RECORDS SUPPLIED —
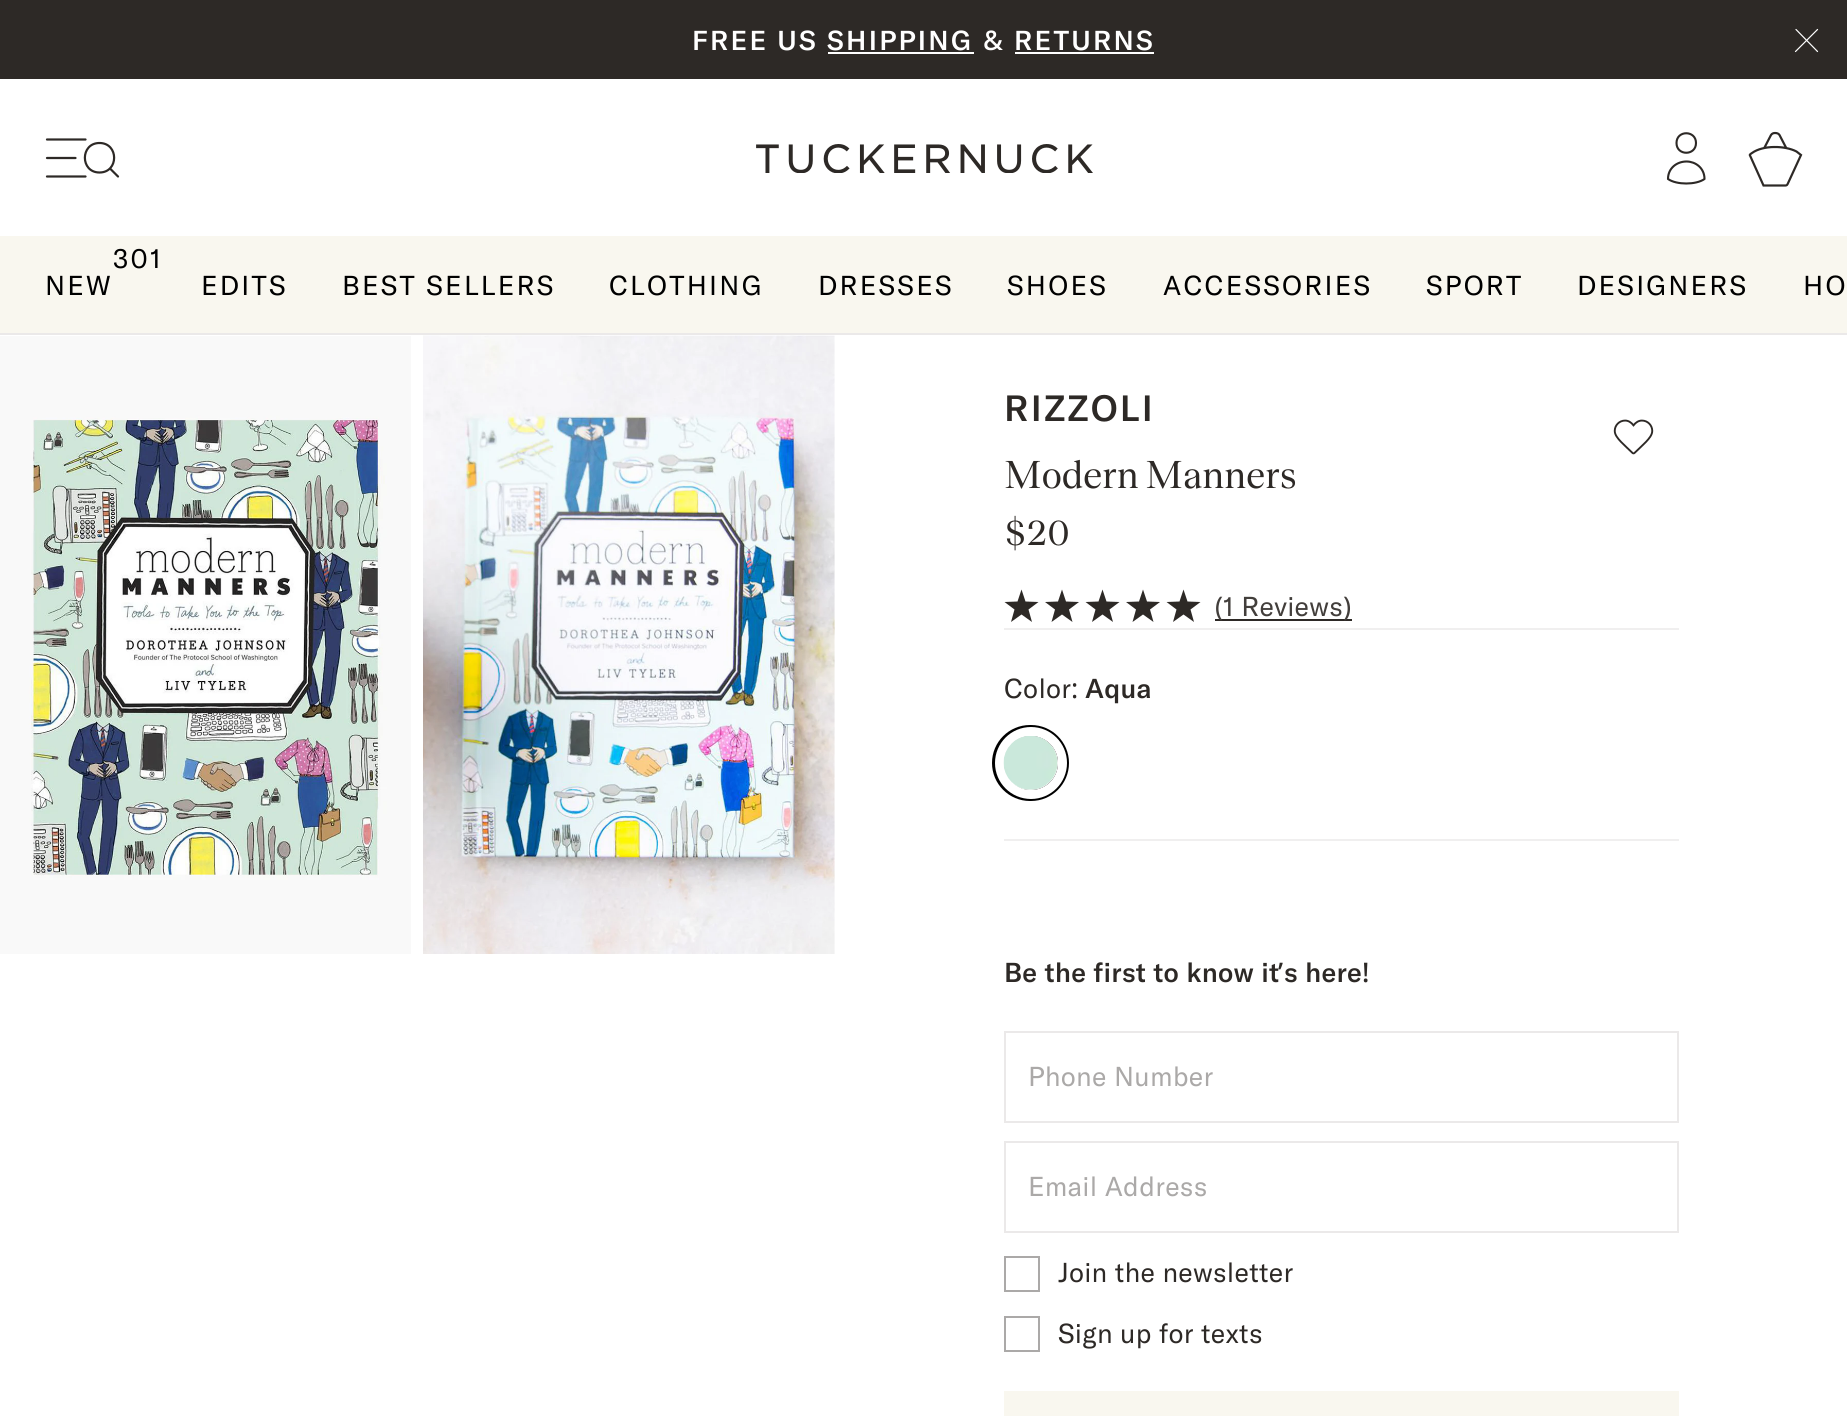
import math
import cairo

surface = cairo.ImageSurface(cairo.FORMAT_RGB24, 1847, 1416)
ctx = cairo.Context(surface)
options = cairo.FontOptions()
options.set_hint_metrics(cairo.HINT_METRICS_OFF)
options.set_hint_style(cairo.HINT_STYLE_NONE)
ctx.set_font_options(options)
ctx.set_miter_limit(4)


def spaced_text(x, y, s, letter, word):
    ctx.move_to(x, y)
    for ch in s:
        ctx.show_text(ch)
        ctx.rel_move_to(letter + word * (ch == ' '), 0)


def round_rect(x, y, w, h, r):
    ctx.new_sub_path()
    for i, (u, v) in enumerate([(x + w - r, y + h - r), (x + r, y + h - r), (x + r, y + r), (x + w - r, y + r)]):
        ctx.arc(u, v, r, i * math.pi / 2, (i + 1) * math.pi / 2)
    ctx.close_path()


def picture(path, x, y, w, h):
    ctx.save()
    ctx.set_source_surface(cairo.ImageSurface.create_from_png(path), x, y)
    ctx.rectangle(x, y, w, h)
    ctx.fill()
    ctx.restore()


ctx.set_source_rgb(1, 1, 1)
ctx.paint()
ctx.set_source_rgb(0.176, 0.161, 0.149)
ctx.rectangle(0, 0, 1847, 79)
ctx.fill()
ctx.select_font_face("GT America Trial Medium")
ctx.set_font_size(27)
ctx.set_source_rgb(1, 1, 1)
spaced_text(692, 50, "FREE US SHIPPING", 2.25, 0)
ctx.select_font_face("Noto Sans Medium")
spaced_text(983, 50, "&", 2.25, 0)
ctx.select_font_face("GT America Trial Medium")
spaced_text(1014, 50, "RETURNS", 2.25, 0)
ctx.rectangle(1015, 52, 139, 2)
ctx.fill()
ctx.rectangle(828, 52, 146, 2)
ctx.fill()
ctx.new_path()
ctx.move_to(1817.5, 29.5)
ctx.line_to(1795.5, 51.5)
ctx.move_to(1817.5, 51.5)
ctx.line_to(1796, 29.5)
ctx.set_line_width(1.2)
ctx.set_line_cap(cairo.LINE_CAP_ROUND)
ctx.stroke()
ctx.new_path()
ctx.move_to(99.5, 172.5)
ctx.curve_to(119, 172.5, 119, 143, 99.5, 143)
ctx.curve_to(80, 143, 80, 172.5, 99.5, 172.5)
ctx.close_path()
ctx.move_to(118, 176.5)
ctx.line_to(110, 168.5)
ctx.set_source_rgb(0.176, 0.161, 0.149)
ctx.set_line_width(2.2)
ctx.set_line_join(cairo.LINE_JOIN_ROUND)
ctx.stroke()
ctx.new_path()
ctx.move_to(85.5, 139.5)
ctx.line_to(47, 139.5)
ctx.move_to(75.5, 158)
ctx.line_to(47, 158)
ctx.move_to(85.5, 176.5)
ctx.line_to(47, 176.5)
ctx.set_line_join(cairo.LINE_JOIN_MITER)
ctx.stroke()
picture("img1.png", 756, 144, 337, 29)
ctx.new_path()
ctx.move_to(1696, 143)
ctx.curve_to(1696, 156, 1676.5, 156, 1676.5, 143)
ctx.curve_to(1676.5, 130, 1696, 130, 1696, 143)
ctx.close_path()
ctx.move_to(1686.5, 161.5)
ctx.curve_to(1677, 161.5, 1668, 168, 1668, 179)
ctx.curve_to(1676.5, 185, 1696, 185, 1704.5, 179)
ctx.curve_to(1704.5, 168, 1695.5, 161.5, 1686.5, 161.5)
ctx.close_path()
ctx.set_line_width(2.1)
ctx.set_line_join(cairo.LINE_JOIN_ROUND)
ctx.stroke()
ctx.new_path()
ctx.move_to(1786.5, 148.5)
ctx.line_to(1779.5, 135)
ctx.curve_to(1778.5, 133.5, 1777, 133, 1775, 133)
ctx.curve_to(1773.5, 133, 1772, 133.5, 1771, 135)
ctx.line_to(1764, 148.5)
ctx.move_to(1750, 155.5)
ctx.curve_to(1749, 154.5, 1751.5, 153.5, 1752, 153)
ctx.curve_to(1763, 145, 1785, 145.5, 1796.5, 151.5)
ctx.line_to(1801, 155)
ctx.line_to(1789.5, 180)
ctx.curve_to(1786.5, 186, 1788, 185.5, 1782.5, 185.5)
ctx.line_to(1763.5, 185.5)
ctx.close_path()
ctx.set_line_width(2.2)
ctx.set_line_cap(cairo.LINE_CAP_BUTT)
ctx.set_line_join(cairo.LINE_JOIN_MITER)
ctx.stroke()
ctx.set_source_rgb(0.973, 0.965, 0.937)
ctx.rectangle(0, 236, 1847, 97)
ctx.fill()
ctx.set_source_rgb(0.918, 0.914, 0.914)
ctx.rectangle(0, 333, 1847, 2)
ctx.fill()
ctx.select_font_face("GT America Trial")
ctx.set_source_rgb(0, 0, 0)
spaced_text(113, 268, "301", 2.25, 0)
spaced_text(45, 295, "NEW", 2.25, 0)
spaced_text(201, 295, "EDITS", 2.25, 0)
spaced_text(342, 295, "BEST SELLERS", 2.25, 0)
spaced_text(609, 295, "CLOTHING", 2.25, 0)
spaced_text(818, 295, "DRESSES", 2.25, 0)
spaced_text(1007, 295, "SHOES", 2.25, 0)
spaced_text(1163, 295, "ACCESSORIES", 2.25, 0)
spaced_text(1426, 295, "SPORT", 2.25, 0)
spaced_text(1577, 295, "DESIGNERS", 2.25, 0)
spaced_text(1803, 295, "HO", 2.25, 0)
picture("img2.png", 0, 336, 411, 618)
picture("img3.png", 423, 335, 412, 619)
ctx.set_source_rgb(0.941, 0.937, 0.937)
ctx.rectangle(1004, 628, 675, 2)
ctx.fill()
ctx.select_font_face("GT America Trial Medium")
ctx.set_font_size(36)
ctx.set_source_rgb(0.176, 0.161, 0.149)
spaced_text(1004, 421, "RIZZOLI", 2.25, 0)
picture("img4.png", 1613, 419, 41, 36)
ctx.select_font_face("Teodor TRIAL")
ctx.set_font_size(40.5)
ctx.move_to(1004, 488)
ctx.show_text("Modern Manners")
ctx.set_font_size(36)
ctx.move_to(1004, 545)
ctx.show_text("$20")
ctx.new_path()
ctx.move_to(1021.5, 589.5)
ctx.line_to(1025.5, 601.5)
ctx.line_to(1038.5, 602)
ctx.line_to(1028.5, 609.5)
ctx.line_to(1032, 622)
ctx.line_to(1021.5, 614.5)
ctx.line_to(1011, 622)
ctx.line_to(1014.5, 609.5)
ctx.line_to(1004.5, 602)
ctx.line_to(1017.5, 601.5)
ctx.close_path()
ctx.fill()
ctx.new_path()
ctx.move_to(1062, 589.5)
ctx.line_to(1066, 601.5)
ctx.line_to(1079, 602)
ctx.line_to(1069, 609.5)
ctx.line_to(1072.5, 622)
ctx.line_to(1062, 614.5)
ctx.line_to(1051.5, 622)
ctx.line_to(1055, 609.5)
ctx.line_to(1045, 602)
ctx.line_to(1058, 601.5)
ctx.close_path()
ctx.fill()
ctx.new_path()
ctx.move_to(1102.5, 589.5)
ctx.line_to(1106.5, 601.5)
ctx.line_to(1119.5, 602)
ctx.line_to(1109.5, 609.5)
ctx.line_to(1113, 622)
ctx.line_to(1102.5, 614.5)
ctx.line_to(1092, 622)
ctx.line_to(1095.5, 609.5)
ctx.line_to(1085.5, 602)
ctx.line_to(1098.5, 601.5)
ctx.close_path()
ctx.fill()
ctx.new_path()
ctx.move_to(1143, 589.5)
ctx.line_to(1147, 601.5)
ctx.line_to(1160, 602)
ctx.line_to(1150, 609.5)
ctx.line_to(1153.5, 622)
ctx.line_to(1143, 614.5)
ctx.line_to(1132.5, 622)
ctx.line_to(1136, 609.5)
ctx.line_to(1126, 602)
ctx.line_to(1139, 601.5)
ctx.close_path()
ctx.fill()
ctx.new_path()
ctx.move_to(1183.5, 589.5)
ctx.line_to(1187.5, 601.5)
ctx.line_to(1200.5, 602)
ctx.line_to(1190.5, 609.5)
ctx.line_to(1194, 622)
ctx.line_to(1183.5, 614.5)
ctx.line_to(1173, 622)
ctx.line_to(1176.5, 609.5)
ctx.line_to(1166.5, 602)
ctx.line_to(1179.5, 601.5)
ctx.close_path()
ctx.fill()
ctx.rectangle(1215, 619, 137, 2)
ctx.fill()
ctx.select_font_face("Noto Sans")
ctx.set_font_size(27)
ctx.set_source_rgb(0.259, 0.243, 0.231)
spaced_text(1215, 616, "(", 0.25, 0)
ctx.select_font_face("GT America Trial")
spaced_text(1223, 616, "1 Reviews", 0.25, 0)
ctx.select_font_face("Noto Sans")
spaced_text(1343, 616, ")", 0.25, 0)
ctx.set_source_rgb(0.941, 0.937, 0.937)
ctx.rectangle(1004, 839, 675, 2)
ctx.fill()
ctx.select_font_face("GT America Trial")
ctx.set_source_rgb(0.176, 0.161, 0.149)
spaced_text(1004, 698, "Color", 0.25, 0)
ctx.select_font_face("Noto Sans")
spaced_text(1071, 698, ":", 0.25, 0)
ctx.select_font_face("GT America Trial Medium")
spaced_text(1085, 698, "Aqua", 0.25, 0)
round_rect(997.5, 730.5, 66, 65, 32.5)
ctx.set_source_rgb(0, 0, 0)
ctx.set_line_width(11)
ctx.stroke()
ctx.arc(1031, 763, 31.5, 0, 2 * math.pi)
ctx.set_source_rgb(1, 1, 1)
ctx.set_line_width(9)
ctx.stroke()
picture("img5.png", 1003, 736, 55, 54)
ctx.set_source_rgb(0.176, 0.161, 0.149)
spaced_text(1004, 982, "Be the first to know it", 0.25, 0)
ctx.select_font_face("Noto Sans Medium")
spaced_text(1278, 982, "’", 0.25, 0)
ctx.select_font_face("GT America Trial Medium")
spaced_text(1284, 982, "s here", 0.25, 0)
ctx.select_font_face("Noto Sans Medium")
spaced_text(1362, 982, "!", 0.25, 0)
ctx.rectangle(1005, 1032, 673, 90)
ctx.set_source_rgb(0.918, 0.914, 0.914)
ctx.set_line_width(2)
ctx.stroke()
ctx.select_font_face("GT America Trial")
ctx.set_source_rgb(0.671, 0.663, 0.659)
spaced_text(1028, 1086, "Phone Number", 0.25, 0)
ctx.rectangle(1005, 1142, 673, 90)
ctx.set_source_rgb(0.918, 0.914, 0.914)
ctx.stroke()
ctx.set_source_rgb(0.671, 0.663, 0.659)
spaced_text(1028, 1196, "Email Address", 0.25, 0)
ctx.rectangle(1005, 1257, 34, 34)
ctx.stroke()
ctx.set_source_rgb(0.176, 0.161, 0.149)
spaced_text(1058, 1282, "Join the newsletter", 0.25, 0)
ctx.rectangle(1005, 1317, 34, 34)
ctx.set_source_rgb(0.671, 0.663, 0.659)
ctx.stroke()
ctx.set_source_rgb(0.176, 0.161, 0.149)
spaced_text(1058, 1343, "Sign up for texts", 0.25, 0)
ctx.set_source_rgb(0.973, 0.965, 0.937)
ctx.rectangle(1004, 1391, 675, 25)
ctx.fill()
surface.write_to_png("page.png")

WORK TO BE COMPLETED — Nothing but the lines from the beginning of the material through the line with "ctx.rel_move_to(letter + word" should appear, printed exactly, with no pictures among them.

REPLY —
import math
import cairo

surface = cairo.ImageSurface(cairo.FORMAT_RGB24, 1847, 1416)
ctx = cairo.Context(surface)
options = cairo.FontOptions()
options.set_hint_metrics(cairo.HINT_METRICS_OFF)
options.set_hint_style(cairo.HINT_STYLE_NONE)
ctx.set_font_options(options)
ctx.set_miter_limit(4)


def spaced_text(x, y, s, letter, word):
    ctx.move_to(x, y)
    for ch in s:
        ctx.show_text(ch)
        ctx.rel_move_to(letter + word * (ch == ' '), 0)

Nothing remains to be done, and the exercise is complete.